Scripture references are to the New International Version, UK edition, unless noted otherwise.

 

In this series we will consider the role of the woman in the social and religious spheres throughout various phases of history. This first instalment outlines the events which led to her adjusted and progressive status in the modern western world during the period of industrial and technological upheaval from the late eighteenth century to the early twentieth. In following instalments it will address the emerging role and power of women in secular western society during the inter-war years and the frenetic decades that followed the Second World War. Lastly, it will analyse her place and responsibilities in the church at large, and ask whether women belong in the pulpit.

 

THE HISTORY OF the world is to a remarkable degree the Story of Woman. Versatile and adaptable, it is little exaggeration to say that Woman makes the world work. Someone has joked that had she been created first, there would have been no need for Man.

 

By turns praised, tolerated and feared, she has been characterised as Doyenne, Diva, and Devil rolled into one. But a more noble description is that assigned to her in Genesis 3: 20 as ‘mother of all the living’. Profound in its prediction of her influence on a world thenceforth under condemnation, and transcending the mere facts of reproduction, the ascription hints at the essence of compassion, care and the complexities of nurturing, which would be her principal domain. More than a mere alter ego of the man, the woman would in her own right help to weave the rich tapestry of history, encouraging and supporting those who had a more immediate and visible role than she, even to bearing the Saviour and rocking His cradle.

 

When assuring Israel of His affection for His chosen people, Jehovah employs the imagery of the nurturing mother, suggesting that hers is the highest human form of altruistic love (Isaiah 49: 15):

Can a mother forget the baby at her breast and have no compassion on the child she has borne? Though she may forget, I will not forget you!

 

In the highs and lows of the shifting landscape of human experience, what is wanted by the wayfarer, the lonely, the fearful the child crying in the night is the fixed point, the assurance of unconditional love. Such is a mother’s devotion, it is a practical illustration on earth of God’s unflagging compassion for His children not for Israel alone, but for all who have ever lived, those for whom He sent His beloved Son, born of a woman, to suffer and die, while they were yet the enemies of heaven (Romans 5: 10).

 

The common misrepresentation of the fall in Eden as one due to sexual misconduct has much to do with the vilification and suspicion of the woman as temptress.

And that first accusation directed against her by man (it’s her fault – Genesis 3: 12) set the historic trend.

 

Yet the narrative of that descent from grace contains enough information to diminish both male and female.

 

But the woman has received a double-dose of condemnation and she has been much put upon over the centuries.

 

The conflict thus created lies at the root of the relationship between man and woman, at both the secular and religious level.

 

There were theoretical elements in the subjection of women and a large contribution was made to them by the Church.
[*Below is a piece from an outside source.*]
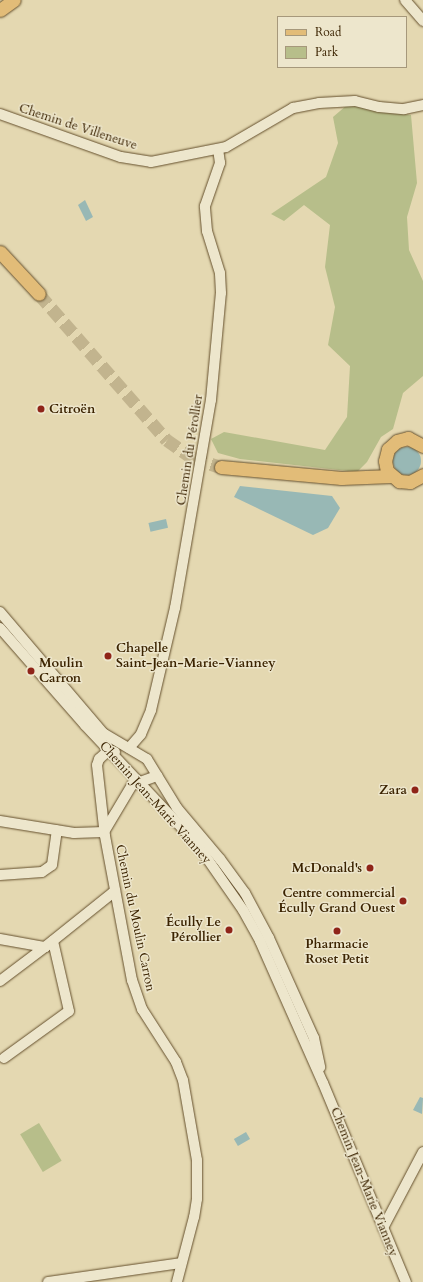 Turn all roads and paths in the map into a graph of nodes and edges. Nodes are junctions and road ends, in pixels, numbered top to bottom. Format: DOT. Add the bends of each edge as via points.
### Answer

In part this was a matter of its traditionally hostile stance towards sexuality. Its teaching had never been able to find any justification for sex except the link with the reproduction of the species. Woman being seen as the origin of Man’s fall and a standing temptation to concupiscence, the Church threw its weight behind the domination of society by men. Yet this is not all there is to be said. Other societies have done more to seclude and oppress women than Christendom, and the Church at least offered women the only respectable alternative to domesticity available until modern times; the history of the female religious is studded with outstanding women of learning, spirituality and administrative gifts. The position of at least a minority of well-born women, too, was marginally bettered by the idealization of women in the chivalric codes of behaviour of the thirteenth and fourteenth centuries. There lay in this a notion of romantic love and an entitlement to service, a stage towards a higher civilization.[fn1]

 

Women standing with a jar in her hand

DISTAFF IN HAND

The dark satanic textile mills of nineteenth-century Britain brought not only plumes of black smoke and the dislocation of the population at large, but relief from centuries of grinding labour in the cottage industries in which fabrics were made.[fn2] Long before the burgeoning age of mass production yarn was spun by hand from wool or flax, using a variety of primitive implements.

 

The fibres were woven together on a hand loom to produce linen and fabrics of various styles.

 

 Spinning was usually a female occupation and is alluded to as such in the Old

 

Testament (Proverbs 31: 19): ‘In her hands she holds the distaff and grasps the spindle with her fingers.’ While thus engaged, the mother could rock the cradle and stir the cooking pot (an early example of ‘multi-tasking’?). The woman who spent her days in this employment, married or not, became known as a ‘spinster’, the word eventually acquiring the faintly uncomplimentary sense it has today.

 

 In the process of spinning, raw fibres were fed onto the spindle from a stick or paddle called a distaff. Thus it was that the females in the family were collectively styled the ‘distaff side’.[fn3] Distaff work came to define the place and the role of woman in the home and in society at large. For a woman to aspire beyond this station was regarded with disdain by men. ‘She rampeth in my face’, writes Chaucer, ‘and crieth, “I will have thy knife and thou shalt have my distaff and go spin”.’ Shakespeare puts into the mouth of his female character, Goneril, the bold declaration, ‘I must change arms at home, and give the distaff into my husband’s hands’.[fn4]

 

Elsewhere, and showing little deference to female sensitivities, we read that the making of linen was an ‘employment for the weakest people not capable of stronger work, being widows and aged and decrepit people, now the most chargeable, likewise for beggars and vagrants, who now live idly and by the sweat of other men’s labours’.[fn5]

 

By the seventeenth century the spinning wheel was in widespread use throughout Britain, making it easier to draw the thread. Still, it remained a home-based, manual industry, and it was not until the latter part of the 1700’s that the process was automated.[fn6] The cotton industry grew up in the north-west of England, mainly around Lancashire and its fringes. Here the dampish climate was most suitable for preserving the thread intact as it ran through the machines.

 

The cotton plant had been cultivated in various areas of the world for hundreds of years. The burgeoning use of mechanised spinning machines now increased demand for it, especially of the type being grown in the United States. The subsequent trans-Atlantic trade enriched both the United States (supplier) and Great Britain (finisher). In the southern United States, the cotton trade accelerated the purchase and impressment of slaves, without whom the cotton fields might have gone unpicked. The fortunes of Manchester were built on cotton, and the city rapidly became the world centre for the industry, earning the sobriquet, ‘Cottonopolis’.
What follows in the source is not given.